Mais qui se présente comme dans un tableau cette grande image de notre mère nature en son entière majesté ; qui lit en son visage une si générale et constante variété ; qui se remarque là-dedans, et non soi, mais tout un royaume, comme un trait d’une pointe très-délicate, celui-là seul estime les choses selon leur juste grandeur.

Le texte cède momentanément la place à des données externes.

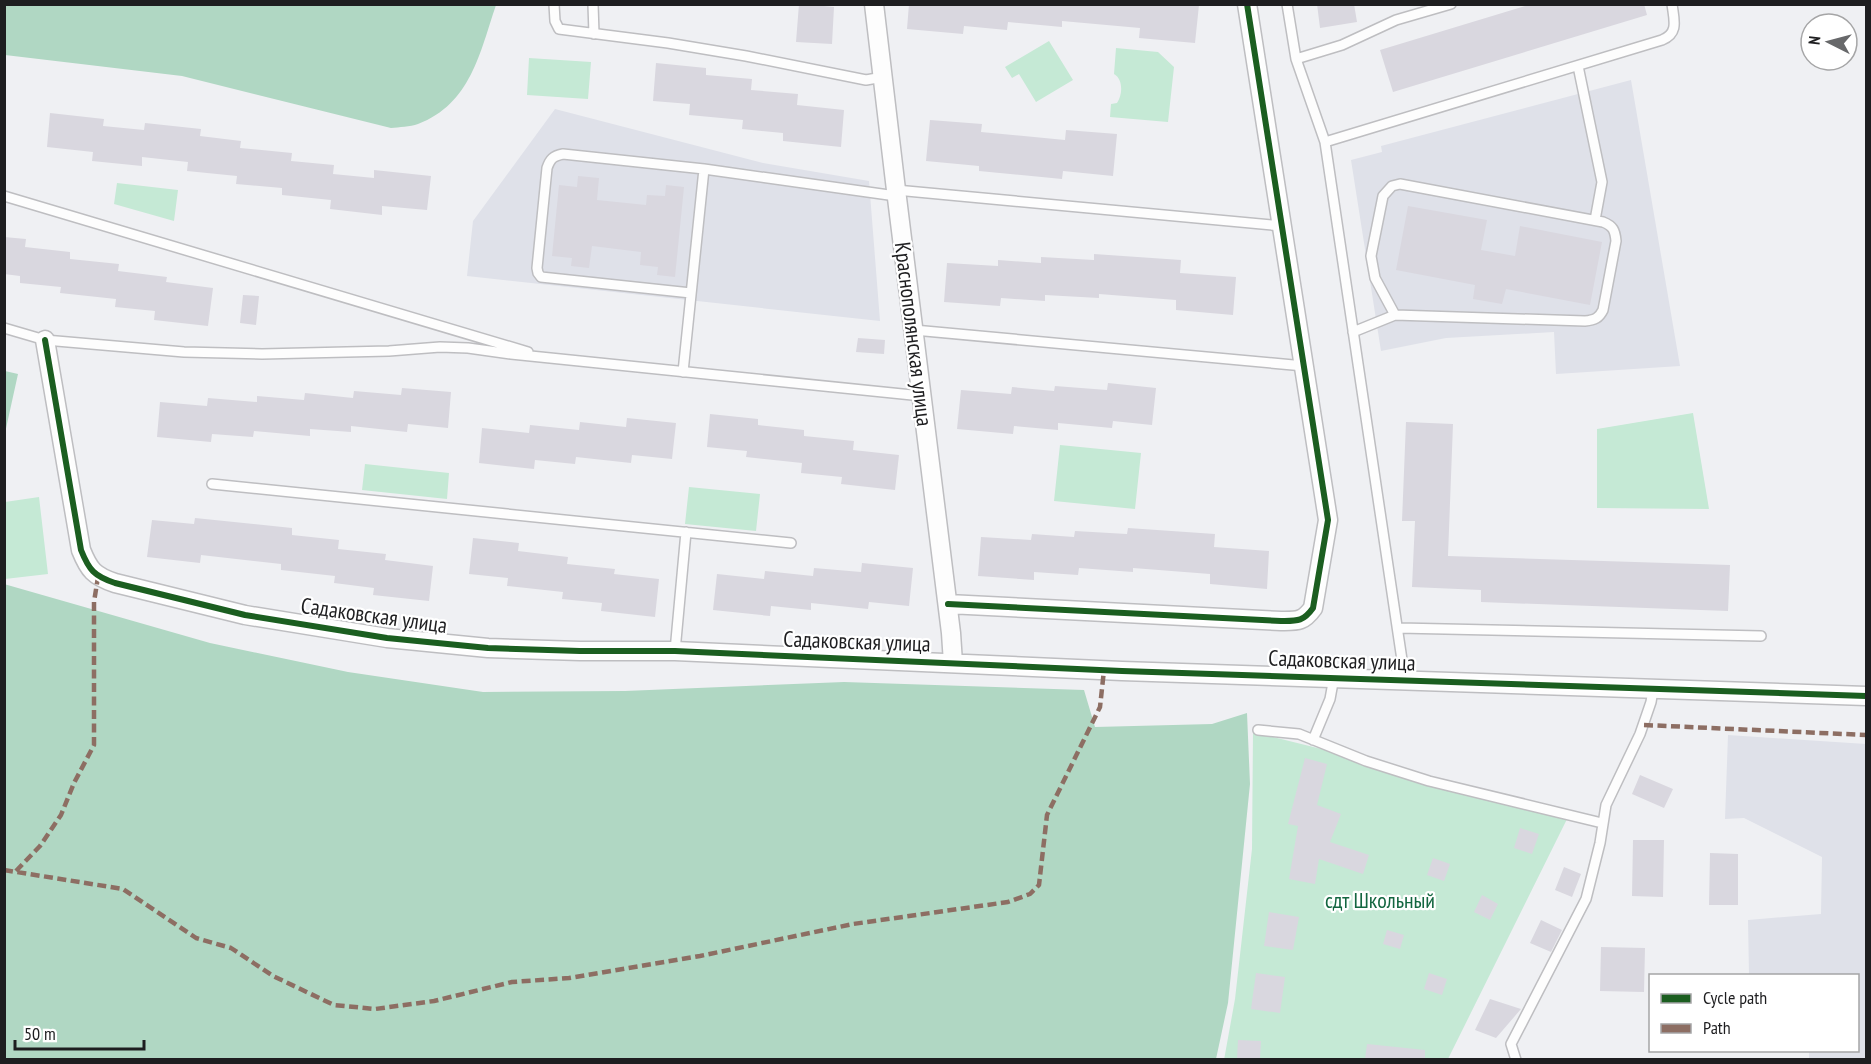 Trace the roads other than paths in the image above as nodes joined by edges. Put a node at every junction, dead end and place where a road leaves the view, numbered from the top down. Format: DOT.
graph roads {
  1 [pos="554,4"];
  2 [pos="593,4"];
  3 [pos="874,4"];
  4 [pos="1247,4"];
  5 [pos="1287,4"];
  6 [pos="1451,4"];
  7 [pos="1672,4"];
  8 [pos="594,34"];
  9 [pos="1296,59"];
  10 [pos="1578,66"];
  11 [pos="883,77"];
  12 [pos="1325,142"];
  13 [pos="704,169"];
  14 [pos="896,193"];
  15 [pos="4,196"];
  16 [pos="1595,220"];
  17 [pos="1282,226"];
  18 [pos="692,293"];
  19 [pos="1395,315"];
  20 [pos="4,328"];
  21 [pos="914,330"];
  22 [pos="1353,332"];
  23 [pos="45,340"];
  24 [pos="550,358"];
  25 [pos="1304,366"];
  26 [pos="683,372"];
  27 [pos="922,396"];
  28 [pos="212,484"];
  29 [pos="686,532"];
  30 [pos="791,543"];
  31 [pos="948,604"];
  32 [pos="1399,628"];
  33 [pos="1761,636"];
  34 [pos="675,651"];
  35 [pos="953,663"];
  36 [pos="1334,678"];
  37 [pos="1405,680"];
  38 [pos="1653,690"];
  39 [pos="1866,696"];
  40 [pos="1258,730"];
  41 [pos="1313,740"];
  42 [pos="1602,823"];
  43 [pos="1516,1059"];
  1 -- 8 [label="lane"];
  2 -- 8 [label="lane"];
  3 -- 11 [label="street, Краснополянская улица"];
  4 -- 17 [label="street"];
  5 -- 9 [label="lane"];
  6 -- 9 [label="lane"];
  7 -- 10 [label="lane"];
  8 -- 11 [label="lane"];
  9 -- 12 [label="lane"];
  10 -- 12 [label="lane"];
  10 -- 16 [label="lane"];
  11 -- 14 [label="street, Краснополянская улица"];
  12 -- 22 [label="lane"];
  13 -- 14 [label="lane"];
  13 -- 18 [label="lane"];
  13 -- 18 [label="lane"];
  14 -- 17 [label="lane"];
  14 -- 21 [label="street, Краснополянская улица"];
  15 -- 24 [label="lane"];
  16 -- 19 [label="lane"];
  16 -- 19 [label="lane"];
  17 -- 25 [label="street"];
  18 -- 26 [label="lane"];
  19 -- 22 [label="lane"];
  20 -- 23 [label="lane"];
  21 -- 25 [label="lane"];
  21 -- 27 [label="street, Краснополянская улица"];
  22 -- 32 [label="lane"];
  23 -- 24 [label="lane"];
  23 -- 34 [label="street, Садаковская улица"];
  24 -- 26 [label="lane"];
  25 -- 31 [label="street"];
  26 -- 27 [label="lane"];
  27 -- 31 [label="street, Краснополянская улица"];
  28 -- 29 [label="lane"];
  29 -- 30 [label="lane"];
  29 -- 34 [label="lane"];
  31 -- 35 [label="street, Краснополянская улица"];
  32 -- 33 [label="lane"];
  32 -- 37 [label="lane"];
  34 -- 35 [label="street, Садаковская улица"];
  35 -- 36 [label="street, Садаковская улица"];
  36 -- 37 [label="street, Садаковская улица"];
  36 -- 41 [label="lane"];
  37 -- 38 [label="street, Садаковская улица"];
  38 -- 39 [label="street, Садаковская улица"];
  38 -- 42 [label="lane"];
  40 -- 41 [label="lane"];
  41 -- 42 [label="lane"];
  42 -- 43 [label="lane"];
}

Ce grand monde, que les uns multiplient encore comme espèces sous un genre, c’est le miroir où il nous faut regarder, pour nous connaître de bon biais. Somme, je veux que ce soit le livre de mon écolier. Tant d’humeurs, de sectes, de jugements, d’opinions, de lois et de coutumes, nous apprennent à juger sainement des nôtres, et apprennent notre jugement à reconnaître son imperfection et sa naturelle faiblesse ; qui n’est pas un léger apprentissage. Tant de remuements d’état et changements de fortune publique nous instruisent à ne faire pas grand miracle de la nôtre. Tant de noms, tant de victoires et conquêtes ensevelies sous l’oubliance rendent ridicule l’espérance d’éterniser notre nom par la prise de dix argoulets et d’un pouiller[1], qui n’est connu que de sa chute ; l’orgueil et la fierté de tant de pompes étrangères, la majesté si enflée de tant de cours et de grandeurs nous fermit et assure la vue à soutenir l’éclat des nôtres, sans ciller les yeux ; ainsi du reste.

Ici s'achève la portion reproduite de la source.